"Todos estão loucos, neste mundo? Porque a cabeça da gente é uma só, e as coisas que há e que estão para haver são demais de muitas, muito maiores diferentes, e a gente tem de necessitar de aumentar a cabeça, para o total. Só se pode viver perto de outro, e conhecer outra pessoa, sem perigo de ódio, se a gente tem amor. Qualquer amor já é um pouquinho de saúde, um descanso na loucura. Todo caminho da gente é resvaloso. Mas, também, cair não prejudica demais —a gente levanta, a gente sobe, a gente volta!"
Reflete Riobaldo Tartarana, mistura de jagunço, miliciano, soldado e terrorista, protagonista de "Grande Sertão: Veredas", de Guimarães Rosa. Trata-se de um sujeito atormentado com a natureza horrível do ser humano. A obra-prima decolonial do escritor brasileiro é sobre o caráter indomável e não binário do bem e do mal e a surpresa de que a virtude e o indefensável não são atributos do divino. São constituintes e condições da mente humana.

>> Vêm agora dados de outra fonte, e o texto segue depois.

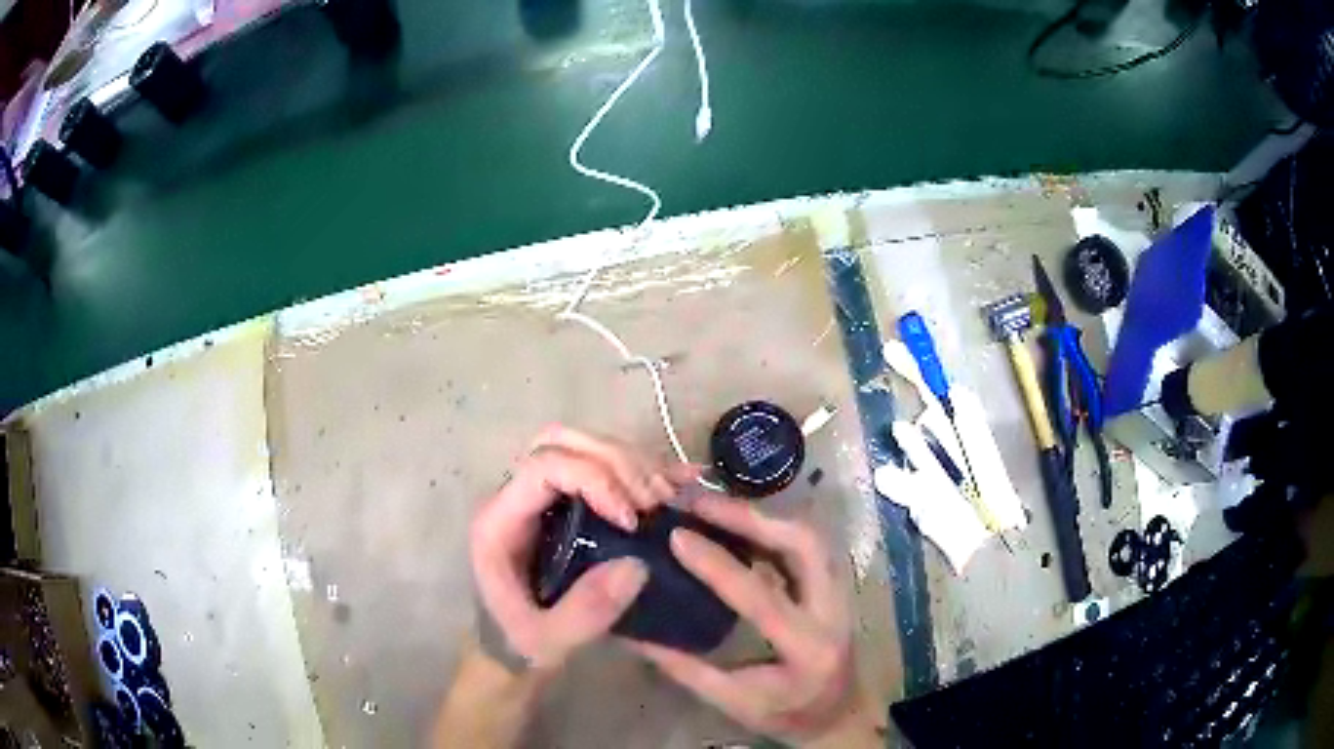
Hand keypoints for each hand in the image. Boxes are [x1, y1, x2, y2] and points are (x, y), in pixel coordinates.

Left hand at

Mais um trecho do livro: "O diabo vige dentro do homem, os crespos do homem —ou é o homem arruinado, ou o homem dos avessos. Solto, por si, cidadão, é que não tem diabo nenhum". Há um vício acadêmico em domesticar o próprio texto de Rosa, relacionando o que foi escrito à época ao país, à língua.
Não. Como "Ulysses", do irlandês Joyce, ou "O Bebedor de Vinho de Palma", do nigeriano Amos Tutuola, "Grande Sertão: Veredas" não pertence a um tempo ou espaço. Ou melhor, transforma, como os dois romances citados, tudo no tempo e espaço proposto na obra.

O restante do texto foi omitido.